(Items from a data source)
_ _ _ _ _ _ _

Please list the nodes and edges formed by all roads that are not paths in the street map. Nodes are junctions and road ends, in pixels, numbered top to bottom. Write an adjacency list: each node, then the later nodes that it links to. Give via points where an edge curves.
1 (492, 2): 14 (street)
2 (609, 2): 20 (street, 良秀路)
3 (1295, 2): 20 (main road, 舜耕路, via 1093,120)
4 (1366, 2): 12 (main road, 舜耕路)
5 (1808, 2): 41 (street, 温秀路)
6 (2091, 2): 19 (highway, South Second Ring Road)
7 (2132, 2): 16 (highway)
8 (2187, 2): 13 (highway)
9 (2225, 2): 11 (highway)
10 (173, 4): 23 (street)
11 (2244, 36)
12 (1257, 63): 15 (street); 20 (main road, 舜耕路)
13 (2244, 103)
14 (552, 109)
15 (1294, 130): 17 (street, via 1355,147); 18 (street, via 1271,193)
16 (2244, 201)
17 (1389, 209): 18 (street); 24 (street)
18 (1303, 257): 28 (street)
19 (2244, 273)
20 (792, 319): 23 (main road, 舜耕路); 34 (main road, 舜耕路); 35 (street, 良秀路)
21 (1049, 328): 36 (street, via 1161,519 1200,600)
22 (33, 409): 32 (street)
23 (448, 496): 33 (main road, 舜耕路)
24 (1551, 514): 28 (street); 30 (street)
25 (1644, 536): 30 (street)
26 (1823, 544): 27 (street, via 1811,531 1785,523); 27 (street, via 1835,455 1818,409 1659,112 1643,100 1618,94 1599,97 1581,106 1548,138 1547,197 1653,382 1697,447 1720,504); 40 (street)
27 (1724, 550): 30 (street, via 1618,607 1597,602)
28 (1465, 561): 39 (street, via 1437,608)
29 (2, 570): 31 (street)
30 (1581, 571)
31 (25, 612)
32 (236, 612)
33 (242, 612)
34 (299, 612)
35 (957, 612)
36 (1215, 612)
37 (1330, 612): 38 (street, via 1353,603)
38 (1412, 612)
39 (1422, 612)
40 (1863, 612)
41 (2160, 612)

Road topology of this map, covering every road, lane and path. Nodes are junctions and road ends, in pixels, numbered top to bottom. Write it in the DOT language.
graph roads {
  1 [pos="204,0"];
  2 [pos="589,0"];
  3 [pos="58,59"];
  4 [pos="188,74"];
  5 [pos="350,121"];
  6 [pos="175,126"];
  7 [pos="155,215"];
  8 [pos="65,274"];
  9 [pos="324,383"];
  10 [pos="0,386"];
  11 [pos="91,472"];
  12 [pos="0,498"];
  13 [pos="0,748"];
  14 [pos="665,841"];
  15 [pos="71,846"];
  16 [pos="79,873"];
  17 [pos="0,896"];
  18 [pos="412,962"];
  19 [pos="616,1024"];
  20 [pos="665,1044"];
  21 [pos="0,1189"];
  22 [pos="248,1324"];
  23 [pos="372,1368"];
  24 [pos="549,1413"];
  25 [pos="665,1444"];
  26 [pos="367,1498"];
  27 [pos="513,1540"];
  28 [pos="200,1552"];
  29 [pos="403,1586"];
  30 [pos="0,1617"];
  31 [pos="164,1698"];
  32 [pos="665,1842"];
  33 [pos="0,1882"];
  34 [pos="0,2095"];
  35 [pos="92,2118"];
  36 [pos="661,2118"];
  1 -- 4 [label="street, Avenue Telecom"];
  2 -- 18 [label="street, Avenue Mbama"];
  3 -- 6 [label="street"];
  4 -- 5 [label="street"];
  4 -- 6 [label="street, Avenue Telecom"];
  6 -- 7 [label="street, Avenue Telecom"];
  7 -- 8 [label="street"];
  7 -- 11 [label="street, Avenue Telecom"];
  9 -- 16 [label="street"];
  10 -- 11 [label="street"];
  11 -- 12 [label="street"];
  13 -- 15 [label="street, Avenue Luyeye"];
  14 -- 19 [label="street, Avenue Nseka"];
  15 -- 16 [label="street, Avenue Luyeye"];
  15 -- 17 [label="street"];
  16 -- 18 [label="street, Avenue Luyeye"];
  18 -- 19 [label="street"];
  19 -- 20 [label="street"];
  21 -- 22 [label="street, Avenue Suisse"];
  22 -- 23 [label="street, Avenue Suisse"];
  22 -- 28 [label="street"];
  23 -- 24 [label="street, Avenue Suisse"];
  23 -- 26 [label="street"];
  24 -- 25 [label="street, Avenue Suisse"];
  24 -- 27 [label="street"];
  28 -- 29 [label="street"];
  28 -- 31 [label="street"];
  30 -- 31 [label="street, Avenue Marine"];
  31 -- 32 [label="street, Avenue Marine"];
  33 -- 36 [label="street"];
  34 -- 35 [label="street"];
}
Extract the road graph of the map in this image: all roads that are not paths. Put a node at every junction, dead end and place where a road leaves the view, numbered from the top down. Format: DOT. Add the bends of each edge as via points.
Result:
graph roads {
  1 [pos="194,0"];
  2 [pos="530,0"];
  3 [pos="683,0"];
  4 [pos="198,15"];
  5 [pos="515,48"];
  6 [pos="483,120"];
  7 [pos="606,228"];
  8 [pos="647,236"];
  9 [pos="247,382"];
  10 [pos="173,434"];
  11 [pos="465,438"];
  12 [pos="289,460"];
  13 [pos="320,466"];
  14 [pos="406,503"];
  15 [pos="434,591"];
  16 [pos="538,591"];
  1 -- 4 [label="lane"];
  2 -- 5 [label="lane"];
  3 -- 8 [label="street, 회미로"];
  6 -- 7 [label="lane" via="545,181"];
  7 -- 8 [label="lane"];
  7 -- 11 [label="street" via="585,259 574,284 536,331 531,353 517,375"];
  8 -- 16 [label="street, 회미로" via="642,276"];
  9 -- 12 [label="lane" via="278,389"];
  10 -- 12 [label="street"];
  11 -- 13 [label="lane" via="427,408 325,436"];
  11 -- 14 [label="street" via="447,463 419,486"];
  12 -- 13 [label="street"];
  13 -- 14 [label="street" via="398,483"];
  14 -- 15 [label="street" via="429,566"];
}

_ _ _ _ _ _ _

Write all of the records out again exactly.

## Reply
Please list the nodes and edges formed by all roads that are not paths in the street map. Nodes are junctions and road ends, in pixels, numbered top to bottom. Write an adjacency list: each node, then the later nodes that it links to. Give via points where an edge curves.
1 (492, 2): 14 (street)
2 (609, 2): 20 (street, 良秀路)
3 (1295, 2): 20 (main road, 舜耕路, via 1093,120)
4 (1366, 2): 12 (main road, 舜耕路)
5 (1808, 2): 41 (street, 温秀路)
6 (2091, 2): 19 (highway, South Second Ring Road)
7 (2132, 2): 16 (highway)
8 (2187, 2): 13 (highway)
9 (2225, 2): 11 (highway)
10 (173, 4): 23 (street)
11 (2244, 36)
12 (1257, 63): 15 (street); 20 (main road, 舜耕路)
13 (2244, 103)
14 (552, 109)
15 (1294, 130): 17 (street, via 1355,147); 18 (street, via 1271,193)
16 (2244, 201)
17 (1389, 209): 18 (street); 24 (street)
18 (1303, 257): 28 (street)
19 (2244, 273)
20 (792, 319): 23 (main road, 舜耕路); 34 (main road, 舜耕路); 35 (street, 良秀路)
21 (1049, 328): 36 (street, via 1161,519 1200,600)
22 (33, 409): 32 (street)
23 (448, 496): 33 (main road, 舜耕路)
24 (1551, 514): 28 (street); 30 (street)
25 (1644, 536): 30 (street)
26 (1823, 544): 27 (street, via 1811,531 1785,523); 27 (street, via 1835,455 1818,409 1659,112 1643,100 1618,94 1599,97 1581,106 1548,138 1547,197 1653,382 1697,447 1720,504); 40 (street)
27 (1724, 550): 30 (street, via 1618,607 1597,602)
28 (1465, 561): 39 (street, via 1437,608)
29 (2, 570): 31 (street)
30 (1581, 571)
31 (25, 612)
32 (236, 612)
33 (242, 612)
34 (299, 612)
35 (957, 612)
36 (1215, 612)
37 (1330, 612): 38 (street, via 1353,603)
38 (1412, 612)
39 (1422, 612)
40 (1863, 612)
41 (2160, 612)

Road topology of this map, covering every road, lane and path. Nodes are junctions and road ends, in pixels, numbered top to bottom. Write it in the DOT language.
graph roads {
  1 [pos="204,0"];
  2 [pos="589,0"];
  3 [pos="58,59"];
  4 [pos="188,74"];
  5 [pos="350,121"];
  6 [pos="175,126"];
  7 [pos="155,215"];
  8 [pos="65,274"];
  9 [pos="324,383"];
  10 [pos="0,386"];
  11 [pos="91,472"];
  12 [pos="0,498"];
  13 [pos="0,748"];
  14 [pos="665,841"];
  15 [pos="71,846"];
  16 [pos="79,873"];
  17 [pos="0,896"];
  18 [pos="412,962"];
  19 [pos="616,1024"];
  20 [pos="665,1044"];
  21 [pos="0,1189"];
  22 [pos="248,1324"];
  23 [pos="372,1368"];
  24 [pos="549,1413"];
  25 [pos="665,1444"];
  26 [pos="367,1498"];
  27 [pos="513,1540"];
  28 [pos="200,1552"];
  29 [pos="403,1586"];
  30 [pos="0,1617"];
  31 [pos="164,1698"];
  32 [pos="665,1842"];
  33 [pos="0,1882"];
  34 [pos="0,2095"];
  35 [pos="92,2118"];
  36 [pos="661,2118"];
  1 -- 4 [label="street, Avenue Telecom"];
  2 -- 18 [label="street, Avenue Mbama"];
  3 -- 6 [label="street"];
  4 -- 5 [label="street"];
  4 -- 6 [label="street, Avenue Telecom"];
  6 -- 7 [label="street, Avenue Telecom"];
  7 -- 8 [label="street"];
  7 -- 11 [label="street, Avenue Telecom"];
  9 -- 16 [label="street"];
  10 -- 11 [label="street"];
  11 -- 12 [label="street"];
  13 -- 15 [label="street, Avenue Luyeye"];
  14 -- 19 [label="street, Avenue Nseka"];
  15 -- 16 [label="street, Avenue Luyeye"];
  15 -- 17 [label="street"];
  16 -- 18 [label="street, Avenue Luyeye"];
  18 -- 19 [label="street"];
  19 -- 20 [label="street"];
  21 -- 22 [label="street, Avenue Suisse"];
  22 -- 23 [label="street, Avenue Suisse"];
  22 -- 28 [label="street"];
  23 -- 24 [label="street, Avenue Suisse"];
  23 -- 26 [label="street"];
  24 -- 25 [label="street, Avenue Suisse"];
  24 -- 27 [label="street"];
  28 -- 29 [label="street"];
  28 -- 31 [label="street"];
  30 -- 31 [label="street, Avenue Marine"];
  31 -- 32 [label="street, Avenue Marine"];
  33 -- 36 [label="street"];
  34 -- 35 [label="street"];
}
Extract the road graph of the map in this image: all roads that are not paths. Put a node at every junction, dead end and place where a road leaves the view, numbered from the top down. Format: DOT. Add the bends of each edge as via points.
Result:
graph roads {
  1 [pos="194,0"];
  2 [pos="530,0"];
  3 [pos="683,0"];
  4 [pos="198,15"];
  5 [pos="515,48"];
  6 [pos="483,120"];
  7 [pos="606,228"];
  8 [pos="647,236"];
  9 [pos="247,382"];
  10 [pos="173,434"];
  11 [pos="465,438"];
  12 [pos="289,460"];
  13 [pos="320,466"];
  14 [pos="406,503"];
  15 [pos="434,591"];
  16 [pos="538,591"];
  1 -- 4 [label="lane"];
  2 -- 5 [label="lane"];
  3 -- 8 [label="street, 회미로"];
  6 -- 7 [label="lane" via="545,181"];
  7 -- 8 [label="lane"];
  7 -- 11 [label="street" via="585,259 574,284 536,331 531,353 517,375"];
  8 -- 16 [label="street, 회미로" via="642,276"];
  9 -- 12 [label="lane" via="278,389"];
  10 -- 12 [label="street"];
  11 -- 13 [label="lane" via="427,408 325,436"];
  11 -- 14 [label="street" via="447,463 419,486"];
  12 -- 13 [label="street"];
  13 -- 14 [label="street" via="398,483"];
  14 -- 15 [label="street" via="429,566"];
}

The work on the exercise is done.